The English Premier League is the highest-profile in the world. It is a magnet for footballers, spectators and advertisers alike. Some of the top clubs are global brands. Yet under the glitter, the competition is a sham. Only four or five clubs can realistically win it, and they are playthings of potentates who compete to buy victory with mountains of cash. Football clubs aren’t ‘clubs’ in any meaningful sense; they are crude businesses living far above their means, kept afloat only through life-saving injections of cash from the sale of TV rights. Even so half of the Football League have been in administration since 1992 and many wobble perennially on the edge. Top footballers are grossly overpaid, the eyewatering wealth of top stars contrasting cruelly with the pitiful salaries of club retainers.
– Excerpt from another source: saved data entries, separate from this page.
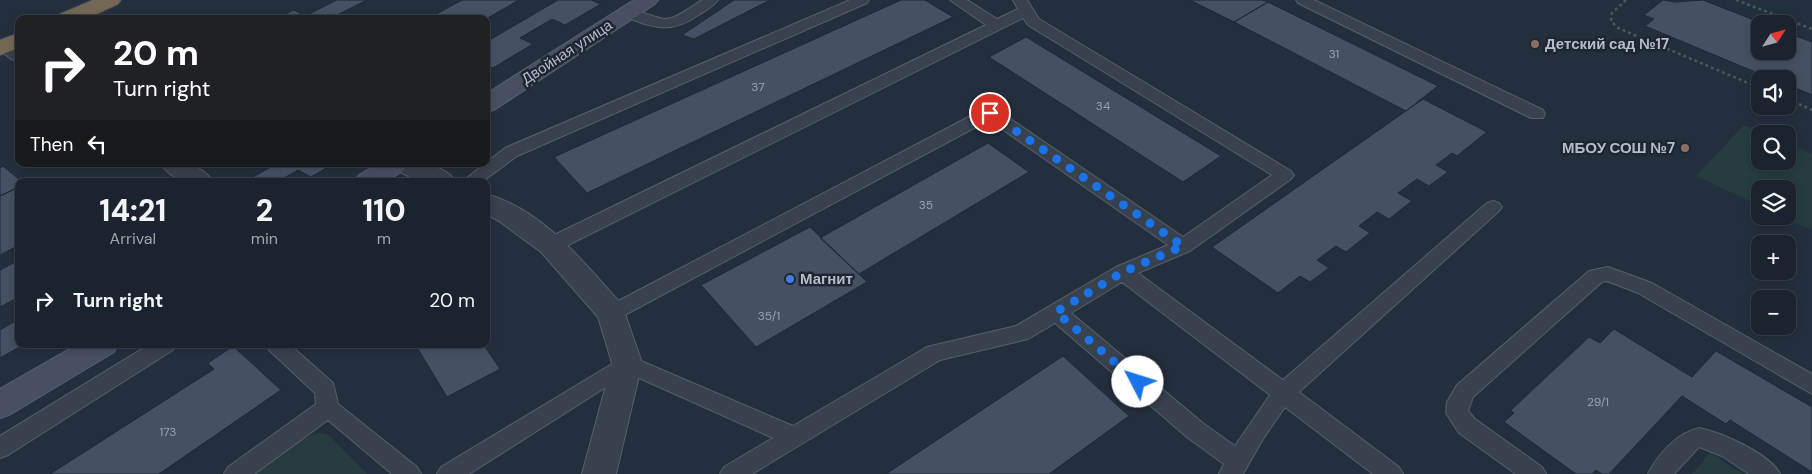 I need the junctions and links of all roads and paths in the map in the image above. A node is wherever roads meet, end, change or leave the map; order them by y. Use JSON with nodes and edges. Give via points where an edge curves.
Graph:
{"nodes":[{"id":1,"x":111,"y":0,"type":"edge"},
{"id":2,"x":648,"y":0,"type":"edge"},
{"id":3,"x":711,"y":0,"type":"edge"},
{"id":4,"x":862,"y":0,"type":"edge"},
{"id":5,"x":957,"y":0,"type":"edge"},
{"id":6,"x":1303,"y":0,"type":"edge"},
{"id":7,"x":1626,"y":0,"type":"edge"},
{"id":8,"x":1736,"y":0,"type":"edge"},
{"id":9,"x":1023,"y":5,"type":"edge"},
{"id":10,"x":628,"y":13,"type":"junction"},
{"id":11,"x":77,"y":15,"type":"edge"},
{"id":12,"x":996,"y":25,"type":"junction"},
{"id":13,"x":1812,"y":29,"type":"edge"},
{"id":14,"x":1751,"y":84,"type":"edge"},
{"id":15,"x":490,"y":102,"type":"edge"},
{"id":16,"x":1796,"y":103,"type":"edge"},
{"id":17,"x":1812,"y":110,"type":"edge"},
{"id":18,"x":1537,"y":114,"type":"dead end"},
{"id":19,"x":178,"y":167,"type":"edge"},
{"id":20,"x":390,"y":167,"type":"edge"},
{"id":21,"x":412,"y":167,"type":"edge"},
{"id":22,"x":195,"y":178,"type":"edge"},
{"id":23,"x":373,"y":178,"type":"edge"},
{"id":24,"x":436,"y":178,"type":"edge"},
{"id":25,"x":476,"y":178,"type":"edge"},
{"id":26,"x":490,"y":205,"type":"edge"},
{"id":27,"x":1493,"y":207,"type":"dead end"},
{"id":28,"x":551,"y":245,"type":"junction"},
{"id":29,"x":1183,"y":246,"type":"junction"},
{"id":30,"x":1123,"y":272,"type":"junction"},
{"id":31,"x":1056,"y":312,"type":"junction"},
{"id":32,"x":612,"y":313,"type":"junction"},
{"id":33,"x":96,"y":348,"type":"edge"},
{"id":34,"x":160,"y":348,"type":"edge"},
{"id":35,"x":280,"y":348,"type":"edge"},
{"id":36,"x":627,"y":363,"type":"junction"},
{"id":37,"x":1812,"y":385,"type":"edge"},
{"id":38,"x":1284,"y":393,"type":"junction"},
{"id":39,"x":0,"y":405,"type":"edge"},
{"id":40,"x":328,"y":408,"type":"junction"},
{"id":41,"x":794,"y":437,"type":"junction"},
{"id":42,"x":0,"y":448,"type":"edge"},
{"id":43,"x":1234,"y":467,"type":"edge"},
{"id":44,"x":236,"y":474,"type":"edge"},
{"id":45,"x":409,"y":474,"type":"edge"},
{"id":46,"x":449,"y":474,"type":"edge"},
{"id":47,"x":599,"y":474,"type":"edge"},
{"id":48,"x":732,"y":474,"type":"edge"},
{"id":49,"x":1392,"y":474,"type":"edge"},
{"id":50,"x":1534,"y":474,"type":"edge"},
{"id":51,"x":1660,"y":474,"type":"edge"},
{"id":52,"x":1768,"y":474,"type":"edge"}],
"edges":[{"from":1,"to":11,"type":"highway"},
{"from":2,"to":10,"type":"street","name":"Двойная улица"},
{"from":3,"to":10,"type":"lane","via":[[672,25],[658,25]]},
{"from":4,"to":25,"type":"lane","via":[[511,152]]},
{"from":5,"to":12,"type":"lane"},
{"from":6,"to":18,"type":"lane"},
{"from":7,"to":14,"type":"path","via":[[1612,13],[1611,21],[1618,28]]},
{"from":8,"to":13,"type":"path"},
{"from":9,"to":12,"type":"lane"},
{"from":9,"to":29,"type":"lane","via":[[1033,22],[1285,175]]},
{"from":10,"to":15,"type":"street","name":"Двойная улица"},
{"from":12,"to":28,"type":"lane"},
{"from":16,"to":17,"type":"path"},
{"from":19,"to":22,"type":"street"},
{"from":20,"to":23,"type":"street"},
{"from":21,"to":24,"type":"street"},
{"from":26,"to":28,"type":"street"},
{"from":27,"to":38,"type":"lane"},
{"from":28,"to":32,"type":"street"},
{"from":29,"to":30,"type":"lane"},
{"from":29,"to":32,"type":"lane","via":[[990,113]]},
{"from":30,"to":31,"type":"lane"},
{"from":30,"to":38,"type":"lane"},
{"from":31,"to":41,"type":"lane","via":[[1022,333],[934,353]]},
{"from":31,"to":43,"type":"lane"},
{"from":32,"to":36,"type":"street"},
{"from":33,"to":39,"type":"street"},
{"from":34,"to":42,"type":"lane"},
{"from":35,"to":40,"type":"lane","via":[[325,389]]},
{"from":36,"to":41,"type":"lane"},
{"from":36,"to":46,"type":"lane"},
{"from":36,"to":47,"type":"street"},
{"from":37,"to":50,"type":"lane","via":[[1645,288],[1608,274],[1596,276],[1466,391],[1458,402],[1457,413],[1468,426]]},
{"from":38,"to":43,"type":"lane"},
{"from":38,"to":49,"type":"lane"},
{"from":40,"to":44,"type":"lane"},
{"from":40,"to":45,"type":"lane"},
{"from":41,"to":48,"type":"lane"},
{"from":51,"to":52,"type":"lane","via":[[1692,439],[1701,436],[1724,446]]}]}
Oh yes, and English players and English managers never win anything. The chief beneficiaries of Premier League largesse are foreign players and managers who are consistently more skilful, thoughtful and adaptable than their British rivals. Under the surface, the beautiful game is in a parlous state.
Does this remind you of anything? It should. In their troubling Going South: Why Britain Will Have A Third World Economy by 2014, Larry Elliott and Dan Atkinson suggest that the parallels between the national game and the national economy are close. On display in both are the same unrealistic ambitions and rose-tinted spectacles, the same boom and bust, the same U-turns, the same workforce and management deficiencies thrown into sharp relief by superior imported talent. The surface bling covering bankruptcy beneath is reminiscent of another tawdry show in which the UK believed it led the world, banking. Ominously, note the authors, ‘the Walter Mitty tendency is even more apparent in those charged with running the national economy [than those running football].’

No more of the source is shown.